I came into Gadsden on US 411 aka Rainbow Drive, and rode by all the things that have become so familiar to me after 40 years of riding motorcycles here to see my sister.  I went by the building that was once the bridal shop where Debbie bought her wedding dress.  I was left waiting in the car for 2 hours that day while my sister and wife to be shopped.

Alpine View came into view and I veered off Rainbow Drive into my sister's neighborhood, and was soon idling down the long drive to where I usually park my rides.  Her 2 labs barked, but quieted down when they realized it was me.  I set the stand, removed my coat and helmet and went up the stairs to find my sister in the kitchen area.

I called out to her, "Hey!

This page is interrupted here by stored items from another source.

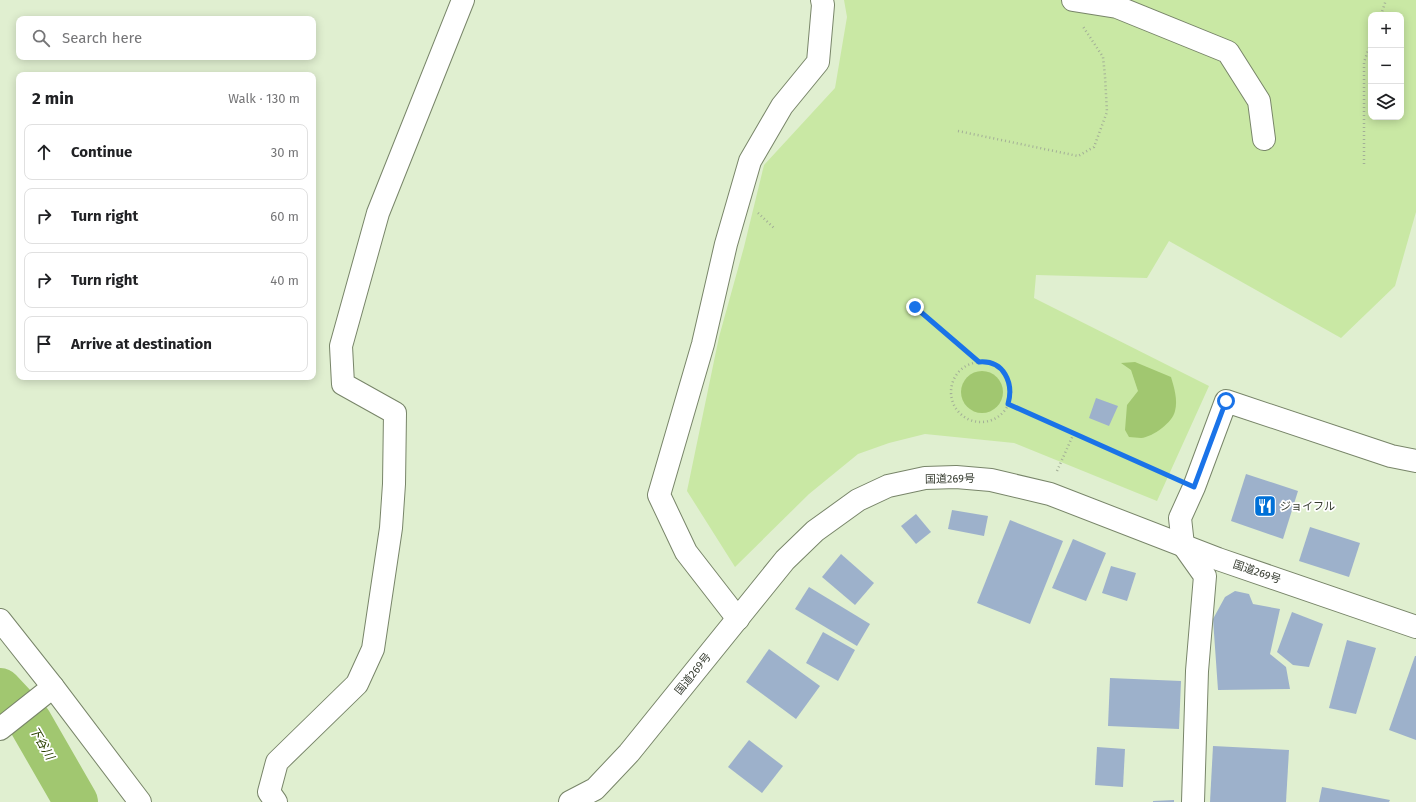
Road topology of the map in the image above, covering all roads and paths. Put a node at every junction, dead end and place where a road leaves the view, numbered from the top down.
1 (463, 0) edge
2 (822, 0) edge
3 (1386, 0) edge
4 (1076, 9) edge
5 (1382, 12) edge
6 (1369, 48) edge
7 (958, 131) dead end
8 (1264, 139) dead end
9 (1364, 164) dead end
10 (754, 209) dead end
11 (774, 228) dead end
12 (915, 307) dead end
13 (979, 362) junction
14 (1008, 404) junction
15 (1074, 433) junction
16 (1416, 461) edge
17 (1057, 472) dead end
18 (1194, 487) junction
19 (1183, 545) junction
20 (738, 618) junction
21 (0, 620) edge
22 (1416, 627) edge
23 (53, 687) junction
24 (0, 729) edge
25 (140, 802) edge
26 (276, 802) edge
27 (570, 802) edge
28 (1193, 802) edge

1 - 26 main road
2 - 20 main road
3 - 5 path
4 - 7 path
4 - 8 main road
6 - 9 path
10 - 11 path
12 - 13 path
13 - 14 path
13 - 14 path
14 - 15 path
15 - 17 path
15 - 18 path
16 - 18 main road
18 - 19 main road
19 - 20 main road, 国道269号
19 - 22 main road, 国道269号
19 - 28 main road
20 - 27 main road, 国道269号
21 - 23 main road
23 - 24 main road
23 - 25 main road

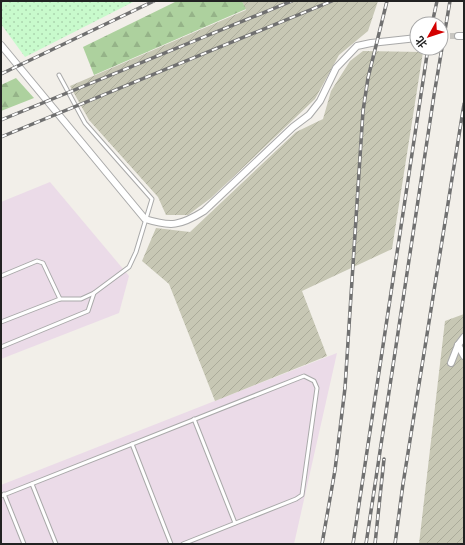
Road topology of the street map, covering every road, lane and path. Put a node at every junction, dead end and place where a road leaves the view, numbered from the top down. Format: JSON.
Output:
{"nodes":[{"id":1,"x":409,"y":39,"type":"edge"},
{"id":2,"x":1,"y":45,"type":"edge"},
{"id":3,"x":59,"y":75,"type":"dead end"},
{"id":4,"x":145,"y":219,"type":"junction"},
{"id":5,"x":1,"y":276,"type":"edge"},
{"id":6,"x":94,"y":293,"type":"junction"},
{"id":7,"x":60,"y":299,"type":"junction"},
{"id":8,"x":1,"y":322,"type":"edge"},
{"id":9,"x":464,"y":337,"type":"edge"},
{"id":10,"x":458,"y":345,"type":"junction"},
{"id":11,"x":1,"y":347,"type":"edge"},
{"id":12,"x":464,"y":356,"type":"edge"},
{"id":13,"x":451,"y":363,"type":"dead end"},
{"id":14,"x":194,"y":420,"type":"junction"},
{"id":15,"x":132,"y":444,"type":"junction"},
{"id":16,"x":32,"y":484,"type":"junction"},
{"id":17,"x":3,"y":495,"type":"edge"},
{"id":18,"x":236,"y":523,"type":"junction"},
{"id":19,"x":24,"y":544,"type":"edge"},
{"id":20,"x":56,"y":544,"type":"edge"},
{"id":21,"x":171,"y":544,"type":"edge"},
{"id":22,"x":182,"y":544,"type":"edge"}],
"edges":[{"from":1,"to":4,"type":"street"},
{"from":2,"to":4,"type":"street"},
{"from":3,"to":4,"type":"lane"},
{"from":4,"to":6,"type":"lane"},
{"from":5,"to":7,"type":"lane"},
{"from":6,"to":7,"type":"lane"},
{"from":6,"to":11,"type":"lane"},
{"from":7,"to":8,"type":"lane"},
{"from":9,"to":10,"type":"street"},
{"from":10,"to":12,"type":"street"},
{"from":10,"to":13,"type":"street"},
{"from":14,"to":15,"type":"lane"},
{"from":14,"to":18,"type":"lane"},
{"from":14,"to":18,"type":"lane"},
{"from":15,"to":16,"type":"lane"},
{"from":15,"to":21,"type":"lane"},
{"from":16,"to":17,"type":"lane"},
{"from":16,"to":20,"type":"lane"},
{"from":17,"to":19,"type":"lane"},
{"from":18,"to":22,"type":"lane"}]}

What's goin on?"

"not much, you're early"

It is quiet around her house, they have been empty nest about as long as Debbie and I.  My brother in law was out running some errands.  A football game was on the flat screen.  I spent a hour talking to my sister and the things siblings do.  We are down to just one last uncle out of both sides,  My mother had 9 brothers and sisters, my dad had 5 siblings, but only the youngest uncle on my mother's side remain.

"Growing up I always figured they would all be here, you just don't think about that kind of stuff when you're growing up."

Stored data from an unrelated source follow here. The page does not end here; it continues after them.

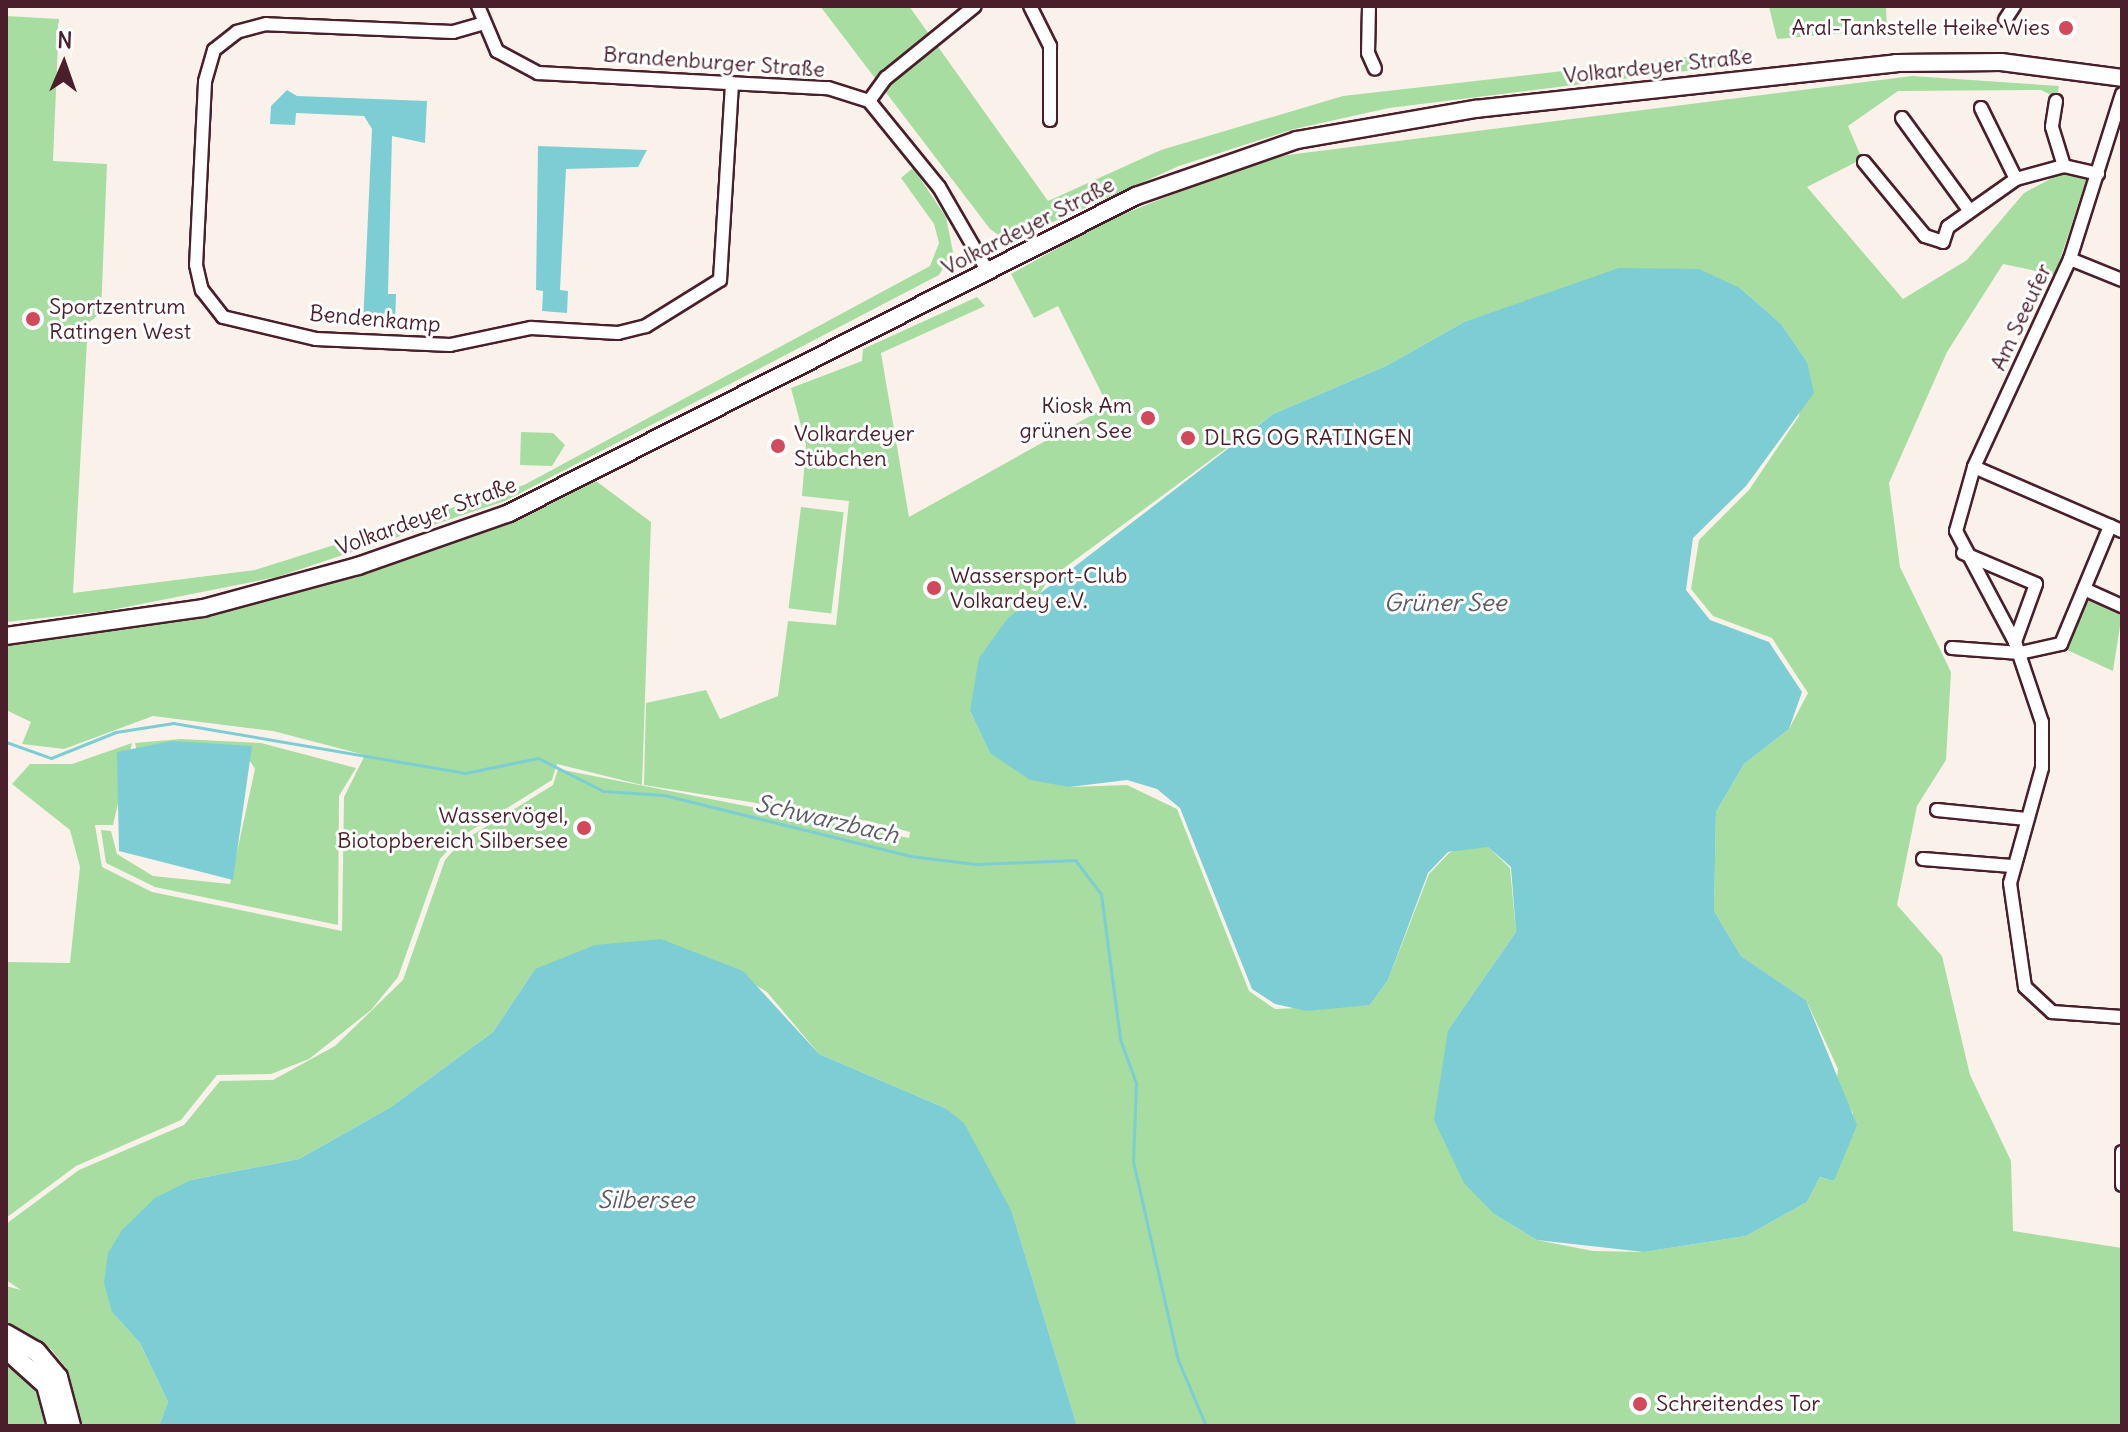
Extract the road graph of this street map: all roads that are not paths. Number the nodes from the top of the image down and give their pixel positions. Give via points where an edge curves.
1 (478, 6) edge
2 (975, 6) edge
3 (1030, 6) edge
4 (1369, 6) edge
5 (2014, 6) edge
6 (2005, 20) dead end
7 (481, 24) junction
8 (1375, 69) dead end
9 (2122, 78) edge
10 (732, 83) junction
11 (2122, 94) edge
12 (869, 101) junction
13 (2056, 101) dead end
14 (1981, 108) dead end
15 (1902, 118) dead end
16 (1050, 120) dead end
17 (1864, 162) dead end
18 (2064, 166) junction
19 (2098, 174) junction
20 (2016, 179) junction
21 (1969, 210) junction
22 (2070, 259) junction
23 (988, 272) junction
24 (2122, 280) edge
25 (1974, 467) junction
26 (2116, 528) edge
27 (1963, 553) junction
28 (2084, 589) junction
29 (2122, 606) edge
30 (6, 636) edge
31 (2017, 647) junction
32 (1952, 648) dead end
33 (1937, 810) dead end
34 (2027, 819) junction
35 (1923, 859) dead end
36 (2012, 866) junction
37 (2122, 1017) edge
38 (2122, 1152) edge
39 (2122, 1185) edge
40 (6, 1334) edge
41 (6, 1349) edge
42 (57, 1426) edge
43 (71, 1426) edge

1 - 7 street, Brandenburger Straße
2 - 12 street via 886,78
3 - 16 street via 1050,46
4 - 8 street
5 - 6 street
7 - 10 street, Brandenburger Straße via 506,59 538,73
7 - 10 street, Bendenkamp via 453,32 266,24 237,32 214,50 205,82 196,265 202,290 223,317 316,339 450,345 531,328 618,333 646,326 720,280
9 - 23 main road, Volkardeyer Straße via 2001,62 1896,63 1389,121 1188,175
10 - 12 street, Brandenburger Straße via 828,88
11 - 19 street, Am Seeufer
12 - 23 street via 939,187
13 - 18 street via 2052,127
14 - 20 street
15 - 21 street
17 - 21 street via 1925,236 1943,242 1948,227
18 - 19 street
18 - 20 street
19 - 22 street, Am Seeufer
20 - 21 street
22 - 24 street
22 - 25 street, Am Seeufer
23 - 30 main road, Volkardeyer Straße via 509,513 358,566 203,608
25 - 26 street
25 - 27 street, Am Seeufer via 1956,518
26 - 28 street
27 - 31 street, Am Seeufer
27 - 31 street via 2036,584
28 - 29 street
28 - 31 street via 2061,644
31 - 32 street
31 - 34 street, Am Seeufer via 2043,736
33 - 34 street
34 - 36 street, Am Seeufer
35 - 36 street
36 - 37 street, Am Seeufer via 2011,909 2030,998 2052,1012
38 - 39 street
40 - 43 highway via 36,1351 58,1377
41 - 42 highway via 46,1385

"Guy, a 21 year old has no concept of old.  Old is something they don't think about, nor understand, they just don't."

"You're right, at that age ya think you'll always be 25."

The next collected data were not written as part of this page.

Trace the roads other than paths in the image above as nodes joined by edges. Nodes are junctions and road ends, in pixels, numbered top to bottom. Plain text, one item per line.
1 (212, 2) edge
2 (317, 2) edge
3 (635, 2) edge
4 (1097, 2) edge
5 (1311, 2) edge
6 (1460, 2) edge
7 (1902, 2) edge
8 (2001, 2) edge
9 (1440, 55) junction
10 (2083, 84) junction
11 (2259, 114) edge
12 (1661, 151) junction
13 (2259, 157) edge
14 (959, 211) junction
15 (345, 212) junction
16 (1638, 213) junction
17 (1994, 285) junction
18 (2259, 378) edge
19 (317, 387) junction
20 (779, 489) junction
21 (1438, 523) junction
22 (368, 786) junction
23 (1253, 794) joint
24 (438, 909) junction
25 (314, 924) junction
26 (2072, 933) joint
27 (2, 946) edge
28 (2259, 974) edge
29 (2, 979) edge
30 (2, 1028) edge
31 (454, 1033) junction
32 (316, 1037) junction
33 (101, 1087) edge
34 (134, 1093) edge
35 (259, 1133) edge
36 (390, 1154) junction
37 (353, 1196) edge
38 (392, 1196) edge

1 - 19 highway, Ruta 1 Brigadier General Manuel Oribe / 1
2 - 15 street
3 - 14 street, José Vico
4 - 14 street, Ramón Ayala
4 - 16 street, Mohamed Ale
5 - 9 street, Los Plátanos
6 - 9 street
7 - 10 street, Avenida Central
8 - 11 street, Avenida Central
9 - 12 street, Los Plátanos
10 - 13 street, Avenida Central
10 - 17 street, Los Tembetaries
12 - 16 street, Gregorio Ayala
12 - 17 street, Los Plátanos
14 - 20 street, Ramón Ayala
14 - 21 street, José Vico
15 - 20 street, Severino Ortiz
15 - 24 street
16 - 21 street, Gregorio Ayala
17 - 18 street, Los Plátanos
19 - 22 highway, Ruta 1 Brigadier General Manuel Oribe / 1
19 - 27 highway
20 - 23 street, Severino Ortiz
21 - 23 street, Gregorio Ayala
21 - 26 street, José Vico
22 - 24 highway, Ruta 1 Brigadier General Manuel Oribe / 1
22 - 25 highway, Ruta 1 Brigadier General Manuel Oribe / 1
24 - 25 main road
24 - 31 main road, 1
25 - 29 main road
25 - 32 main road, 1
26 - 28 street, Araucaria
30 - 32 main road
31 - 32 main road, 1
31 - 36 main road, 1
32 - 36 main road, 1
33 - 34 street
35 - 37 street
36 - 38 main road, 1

We chatted about the upcoming holidays, but didn't make any decisions. 

"Look, I better get home, Debbie will be lookin for me"

"Ok, but come back soon"

 I geared back up and got on the road.

I have 3 options for exiting Gadsden.  SR 77 through Lincoln and Pell City, US 411 via Asheville, or I-59.  I took the first, which means a ride past the Coosa River recreation areas, which were sure to be busy on this Sunday afternoon.  "What the heck, not in a hurry anyways."

Checking the gas gauge, I knew I had enough to reach Clanton, 125 miles away.

I was riding south on 77 when I noted the north bound bridge over the Coosa in Southside.  One of my Uncles was a truck driver for a steel company in Montgomery.  He hauled the steel used in the bridge for 2 years, 150 miles each way.  Each morning he came in, climbed in his truck and headed out, dropped the steel and returned, where the night shift loaded the truck for the next morning.  It was there waiting for him when he came in.  I thought about that as I rode past it.  "What a hard worker he was."  That was a common trait among those of that generation.

These are the things that come to mind while on a ride.

In Lincoln I veered off 77 for a short ride on I-20 to Pell City.  I learned the short cuts around the city many years ago.  I employed them as I maneuvered a few county roads to U.S. 231 south of the city, saving the 15 minutes it would take to ride through the city.
The sun was beginning to slip in the sky but I had plenty of daylight before home.

The last 100 miles home was just a routine ride over roads I've been riding for 40 years.  The essence of the ride has changed little since the early 70s.  All the bridges have been upgraded, roads resurfaced and widened, and intersections improved, but the soul of the ride remains the same.  A few of the once well kept farmhouses and homes, lie empty and in disrepair, but that is countered by the new dwellings and buildings you will also find.

I worked the backroads (mostly SR 145) all the way to the Clanton-Lay Down exit of I-65 where I gassed the ST to make the last 30 miles home.  It was a quick stop, and a quick ride south on I-65 to home.  The interstate was busy in both directions as folks put the finishing touches on the weekend.

The garage door was open when I pulled up so I coasted in and put the stand down, completing a 381 mile day, and 1764 miles for the tour.  The GPS configured route saved me about 40 miles.  Previous rides home from the Blue Ridge went for about 430 miles, no matter if I went East Georgia, or Chattanooga.

I went in looking for Debbie and found her on the patio.

"I didn't hear ya ride up.  How'd it go?

"Great, nice weather, good roads"

"I know you were glad to see your friends again"

"I was, and I learned this"

"What?"

"I miss long riding"

And on that  we went back inside to figure out the supper options.